(Saved data entries)
####
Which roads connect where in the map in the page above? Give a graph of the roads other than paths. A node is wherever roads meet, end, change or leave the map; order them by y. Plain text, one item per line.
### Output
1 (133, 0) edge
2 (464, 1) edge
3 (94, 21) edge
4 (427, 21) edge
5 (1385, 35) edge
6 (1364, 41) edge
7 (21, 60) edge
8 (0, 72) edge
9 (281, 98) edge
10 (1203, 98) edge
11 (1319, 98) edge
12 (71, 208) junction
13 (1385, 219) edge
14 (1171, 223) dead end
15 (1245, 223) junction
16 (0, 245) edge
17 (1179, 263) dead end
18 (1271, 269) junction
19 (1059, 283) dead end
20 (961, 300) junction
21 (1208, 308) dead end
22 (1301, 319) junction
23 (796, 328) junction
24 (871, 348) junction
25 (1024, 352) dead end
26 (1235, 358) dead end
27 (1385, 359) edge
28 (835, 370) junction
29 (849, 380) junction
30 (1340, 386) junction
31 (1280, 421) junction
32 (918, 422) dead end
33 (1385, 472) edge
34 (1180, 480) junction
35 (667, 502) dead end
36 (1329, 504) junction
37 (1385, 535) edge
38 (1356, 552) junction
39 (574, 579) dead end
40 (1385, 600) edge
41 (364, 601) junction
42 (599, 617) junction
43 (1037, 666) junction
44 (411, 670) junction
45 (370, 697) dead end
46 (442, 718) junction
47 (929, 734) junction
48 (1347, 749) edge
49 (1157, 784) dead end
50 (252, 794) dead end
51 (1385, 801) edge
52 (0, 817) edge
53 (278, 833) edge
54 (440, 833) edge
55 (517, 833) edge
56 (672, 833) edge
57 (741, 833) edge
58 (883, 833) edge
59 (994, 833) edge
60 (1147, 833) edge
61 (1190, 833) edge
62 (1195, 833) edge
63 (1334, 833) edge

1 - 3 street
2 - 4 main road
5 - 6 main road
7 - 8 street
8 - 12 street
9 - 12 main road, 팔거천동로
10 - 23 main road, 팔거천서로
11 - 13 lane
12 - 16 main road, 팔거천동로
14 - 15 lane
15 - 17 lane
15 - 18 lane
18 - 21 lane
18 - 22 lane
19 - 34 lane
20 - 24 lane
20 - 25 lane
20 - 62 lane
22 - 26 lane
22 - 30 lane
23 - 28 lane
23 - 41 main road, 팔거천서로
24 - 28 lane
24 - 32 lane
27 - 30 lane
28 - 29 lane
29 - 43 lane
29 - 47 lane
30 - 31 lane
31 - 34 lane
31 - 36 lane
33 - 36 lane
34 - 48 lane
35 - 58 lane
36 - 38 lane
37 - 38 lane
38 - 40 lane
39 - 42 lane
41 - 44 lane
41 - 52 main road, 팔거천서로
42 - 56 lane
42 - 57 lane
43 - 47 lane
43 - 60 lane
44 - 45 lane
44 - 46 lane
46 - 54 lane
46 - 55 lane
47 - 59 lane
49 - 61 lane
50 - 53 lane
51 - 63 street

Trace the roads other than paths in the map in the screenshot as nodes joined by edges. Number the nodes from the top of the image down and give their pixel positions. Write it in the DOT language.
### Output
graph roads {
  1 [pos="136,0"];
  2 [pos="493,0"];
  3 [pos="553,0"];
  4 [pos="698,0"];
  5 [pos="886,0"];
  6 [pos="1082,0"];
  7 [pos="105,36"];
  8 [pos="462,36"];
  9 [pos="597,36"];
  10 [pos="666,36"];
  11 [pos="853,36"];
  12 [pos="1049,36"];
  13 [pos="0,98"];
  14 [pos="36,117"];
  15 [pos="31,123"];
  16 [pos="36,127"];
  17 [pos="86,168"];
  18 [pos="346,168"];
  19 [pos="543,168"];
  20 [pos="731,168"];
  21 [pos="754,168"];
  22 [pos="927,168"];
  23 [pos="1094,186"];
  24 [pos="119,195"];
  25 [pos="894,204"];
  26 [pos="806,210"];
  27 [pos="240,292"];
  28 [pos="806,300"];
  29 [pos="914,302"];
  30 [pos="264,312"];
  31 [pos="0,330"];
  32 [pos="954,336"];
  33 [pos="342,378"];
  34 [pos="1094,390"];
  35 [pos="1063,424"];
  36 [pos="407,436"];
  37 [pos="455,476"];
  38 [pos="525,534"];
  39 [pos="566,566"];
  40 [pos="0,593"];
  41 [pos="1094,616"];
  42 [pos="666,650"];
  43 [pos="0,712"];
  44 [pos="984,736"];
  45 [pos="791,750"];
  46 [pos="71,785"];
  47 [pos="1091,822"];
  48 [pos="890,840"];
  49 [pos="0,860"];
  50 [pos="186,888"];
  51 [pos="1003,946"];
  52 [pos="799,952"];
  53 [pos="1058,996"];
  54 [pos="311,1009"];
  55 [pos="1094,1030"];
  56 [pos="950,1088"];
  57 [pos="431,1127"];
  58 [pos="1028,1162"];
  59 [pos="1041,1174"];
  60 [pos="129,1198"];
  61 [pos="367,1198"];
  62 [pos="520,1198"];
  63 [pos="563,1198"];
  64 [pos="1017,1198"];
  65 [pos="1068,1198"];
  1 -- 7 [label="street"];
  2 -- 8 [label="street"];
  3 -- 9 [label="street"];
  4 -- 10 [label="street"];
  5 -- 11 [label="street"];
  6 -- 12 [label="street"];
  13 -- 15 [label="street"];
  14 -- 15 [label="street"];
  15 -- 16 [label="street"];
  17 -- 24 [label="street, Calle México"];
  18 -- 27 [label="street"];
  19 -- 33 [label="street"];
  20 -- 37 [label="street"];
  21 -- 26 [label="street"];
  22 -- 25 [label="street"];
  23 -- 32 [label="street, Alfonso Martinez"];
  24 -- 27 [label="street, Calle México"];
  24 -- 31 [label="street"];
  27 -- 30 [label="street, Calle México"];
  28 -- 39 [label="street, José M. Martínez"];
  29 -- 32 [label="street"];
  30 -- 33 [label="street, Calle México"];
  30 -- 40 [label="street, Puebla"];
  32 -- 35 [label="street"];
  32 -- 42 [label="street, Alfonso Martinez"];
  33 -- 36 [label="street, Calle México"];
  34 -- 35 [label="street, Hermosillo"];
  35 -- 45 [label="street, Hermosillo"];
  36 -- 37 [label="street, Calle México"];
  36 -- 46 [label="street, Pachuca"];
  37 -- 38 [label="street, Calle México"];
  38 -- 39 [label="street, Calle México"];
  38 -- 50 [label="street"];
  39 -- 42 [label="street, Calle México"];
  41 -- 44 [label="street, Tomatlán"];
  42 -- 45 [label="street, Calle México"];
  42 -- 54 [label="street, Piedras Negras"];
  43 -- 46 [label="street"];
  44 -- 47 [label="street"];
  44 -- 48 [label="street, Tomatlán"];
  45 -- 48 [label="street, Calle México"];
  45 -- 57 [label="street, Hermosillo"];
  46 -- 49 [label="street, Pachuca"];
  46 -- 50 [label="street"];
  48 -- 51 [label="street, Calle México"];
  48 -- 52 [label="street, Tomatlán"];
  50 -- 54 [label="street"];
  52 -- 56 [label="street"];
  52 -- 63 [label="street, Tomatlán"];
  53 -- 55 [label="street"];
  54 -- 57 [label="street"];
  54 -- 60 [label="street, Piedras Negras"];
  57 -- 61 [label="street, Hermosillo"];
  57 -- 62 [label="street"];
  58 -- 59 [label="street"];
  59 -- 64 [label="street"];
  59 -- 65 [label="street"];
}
####
TASK TO CARRY OUT: Exactly reproduce every line of the records.

ANSWER TO THIS TASK:
Which roads connect where in the map in the page above? Give a graph of the roads other than paths. A node is wherever roads meet, end, change or leave the map; order them by y. Plain text, one item per line.
### Output
1 (133, 0) edge
2 (464, 1) edge
3 (94, 21) edge
4 (427, 21) edge
5 (1385, 35) edge
6 (1364, 41) edge
7 (21, 60) edge
8 (0, 72) edge
9 (281, 98) edge
10 (1203, 98) edge
11 (1319, 98) edge
12 (71, 208) junction
13 (1385, 219) edge
14 (1171, 223) dead end
15 (1245, 223) junction
16 (0, 245) edge
17 (1179, 263) dead end
18 (1271, 269) junction
19 (1059, 283) dead end
20 (961, 300) junction
21 (1208, 308) dead end
22 (1301, 319) junction
23 (796, 328) junction
24 (871, 348) junction
25 (1024, 352) dead end
26 (1235, 358) dead end
27 (1385, 359) edge
28 (835, 370) junction
29 (849, 380) junction
30 (1340, 386) junction
31 (1280, 421) junction
32 (918, 422) dead end
33 (1385, 472) edge
34 (1180, 480) junction
35 (667, 502) dead end
36 (1329, 504) junction
37 (1385, 535) edge
38 (1356, 552) junction
39 (574, 579) dead end
40 (1385, 600) edge
41 (364, 601) junction
42 (599, 617) junction
43 (1037, 666) junction
44 (411, 670) junction
45 (370, 697) dead end
46 (442, 718) junction
47 (929, 734) junction
48 (1347, 749) edge
49 (1157, 784) dead end
50 (252, 794) dead end
51 (1385, 801) edge
52 (0, 817) edge
53 (278, 833) edge
54 (440, 833) edge
55 (517, 833) edge
56 (672, 833) edge
57 (741, 833) edge
58 (883, 833) edge
59 (994, 833) edge
60 (1147, 833) edge
61 (1190, 833) edge
62 (1195, 833) edge
63 (1334, 833) edge

1 - 3 street
2 - 4 main road
5 - 6 main road
7 - 8 street
8 - 12 street
9 - 12 main road, 팔거천동로
10 - 23 main road, 팔거천서로
11 - 13 lane
12 - 16 main road, 팔거천동로
14 - 15 lane
15 - 17 lane
15 - 18 lane
18 - 21 lane
18 - 22 lane
19 - 34 lane
20 - 24 lane
20 - 25 lane
20 - 62 lane
22 - 26 lane
22 - 30 lane
23 - 28 lane
23 - 41 main road, 팔거천서로
24 - 28 lane
24 - 32 lane
27 - 30 lane
28 - 29 lane
29 - 43 lane
29 - 47 lane
30 - 31 lane
31 - 34 lane
31 - 36 lane
33 - 36 lane
34 - 48 lane
35 - 58 lane
36 - 38 lane
37 - 38 lane
38 - 40 lane
39 - 42 lane
41 - 44 lane
41 - 52 main road, 팔거천서로
42 - 56 lane
42 - 57 lane
43 - 47 lane
43 - 60 lane
44 - 45 lane
44 - 46 lane
46 - 54 lane
46 - 55 lane
47 - 59 lane
49 - 61 lane
50 - 53 lane
51 - 63 street

Trace the roads other than paths in the map in the screenshot as nodes joined by edges. Number the nodes from the top of the image down and give their pixel positions. Write it in the DOT language.
### Output
graph roads {
  1 [pos="136,0"];
  2 [pos="493,0"];
  3 [pos="553,0"];
  4 [pos="698,0"];
  5 [pos="886,0"];
  6 [pos="1082,0"];
  7 [pos="105,36"];
  8 [pos="462,36"];
  9 [pos="597,36"];
  10 [pos="666,36"];
  11 [pos="853,36"];
  12 [pos="1049,36"];
  13 [pos="0,98"];
  14 [pos="36,117"];
  15 [pos="31,123"];
  16 [pos="36,127"];
  17 [pos="86,168"];
  18 [pos="346,168"];
  19 [pos="543,168"];
  20 [pos="731,168"];
  21 [pos="754,168"];
  22 [pos="927,168"];
  23 [pos="1094,186"];
  24 [pos="119,195"];
  25 [pos="894,204"];
  26 [pos="806,210"];
  27 [pos="240,292"];
  28 [pos="806,300"];
  29 [pos="914,302"];
  30 [pos="264,312"];
  31 [pos="0,330"];
  32 [pos="954,336"];
  33 [pos="342,378"];
  34 [pos="1094,390"];
  35 [pos="1063,424"];
  36 [pos="407,436"];
  37 [pos="455,476"];
  38 [pos="525,534"];
  39 [pos="566,566"];
  40 [pos="0,593"];
  41 [pos="1094,616"];
  42 [pos="666,650"];
  43 [pos="0,712"];
  44 [pos="984,736"];
  45 [pos="791,750"];
  46 [pos="71,785"];
  47 [pos="1091,822"];
  48 [pos="890,840"];
  49 [pos="0,860"];
  50 [pos="186,888"];
  51 [pos="1003,946"];
  52 [pos="799,952"];
  53 [pos="1058,996"];
  54 [pos="311,1009"];
  55 [pos="1094,1030"];
  56 [pos="950,1088"];
  57 [pos="431,1127"];
  58 [pos="1028,1162"];
  59 [pos="1041,1174"];
  60 [pos="129,1198"];
  61 [pos="367,1198"];
  62 [pos="520,1198"];
  63 [pos="563,1198"];
  64 [pos="1017,1198"];
  65 [pos="1068,1198"];
  1 -- 7 [label="street"];
  2 -- 8 [label="street"];
  3 -- 9 [label="street"];
  4 -- 10 [label="street"];
  5 -- 11 [label="street"];
  6 -- 12 [label="street"];
  13 -- 15 [label="street"];
  14 -- 15 [label="street"];
  15 -- 16 [label="street"];
  17 -- 24 [label="street, Calle México"];
  18 -- 27 [label="street"];
  19 -- 33 [label="street"];
  20 -- 37 [label="street"];
  21 -- 26 [label="street"];
  22 -- 25 [label="street"];
  23 -- 32 [label="street, Alfonso Martinez"];
  24 -- 27 [label="street, Calle México"];
  24 -- 31 [label="street"];
  27 -- 30 [label="street, Calle México"];
  28 -- 39 [label="street, José M. Martínez"];
  29 -- 32 [label="street"];
  30 -- 33 [label="street, Calle México"];
  30 -- 40 [label="street, Puebla"];
  32 -- 35 [label="street"];
  32 -- 42 [label="street, Alfonso Martinez"];
  33 -- 36 [label="street, Calle México"];
  34 -- 35 [label="street, Hermosillo"];
  35 -- 45 [label="street, Hermosillo"];
  36 -- 37 [label="street, Calle México"];
  36 -- 46 [label="street, Pachuca"];
  37 -- 38 [label="street, Calle México"];
  38 -- 39 [label="street, Calle México"];
  38 -- 50 [label="street"];
  39 -- 42 [label="street, Calle México"];
  41 -- 44 [label="street, Tomatlán"];
  42 -- 45 [label="street, Calle México"];
  42 -- 54 [label="street, Piedras Negras"];
  43 -- 46 [label="street"];
  44 -- 47 [label="street"];
  44 -- 48 [label="street, Tomatlán"];
  45 -- 48 [label="street, Calle México"];
  45 -- 57 [label="street, Hermosillo"];
  46 -- 49 [label="street, Pachuca"];
  46 -- 50 [label="street"];
  48 -- 51 [label="street, Calle México"];
  48 -- 52 [label="street, Tomatlán"];
  50 -- 54 [label="street"];
  52 -- 56 [label="street"];
  52 -- 63 [label="street, Tomatlán"];
  53 -- 55 [label="street"];
  54 -- 57 [label="street"];
  54 -- 60 [label="street, Piedras Negras"];
  57 -- 61 [label="street, Hermosillo"];
  57 -- 62 [label="street"];
  58 -- 59 [label="street"];
  59 -- 64 [label="street"];
  59 -- 65 [label="street"];
}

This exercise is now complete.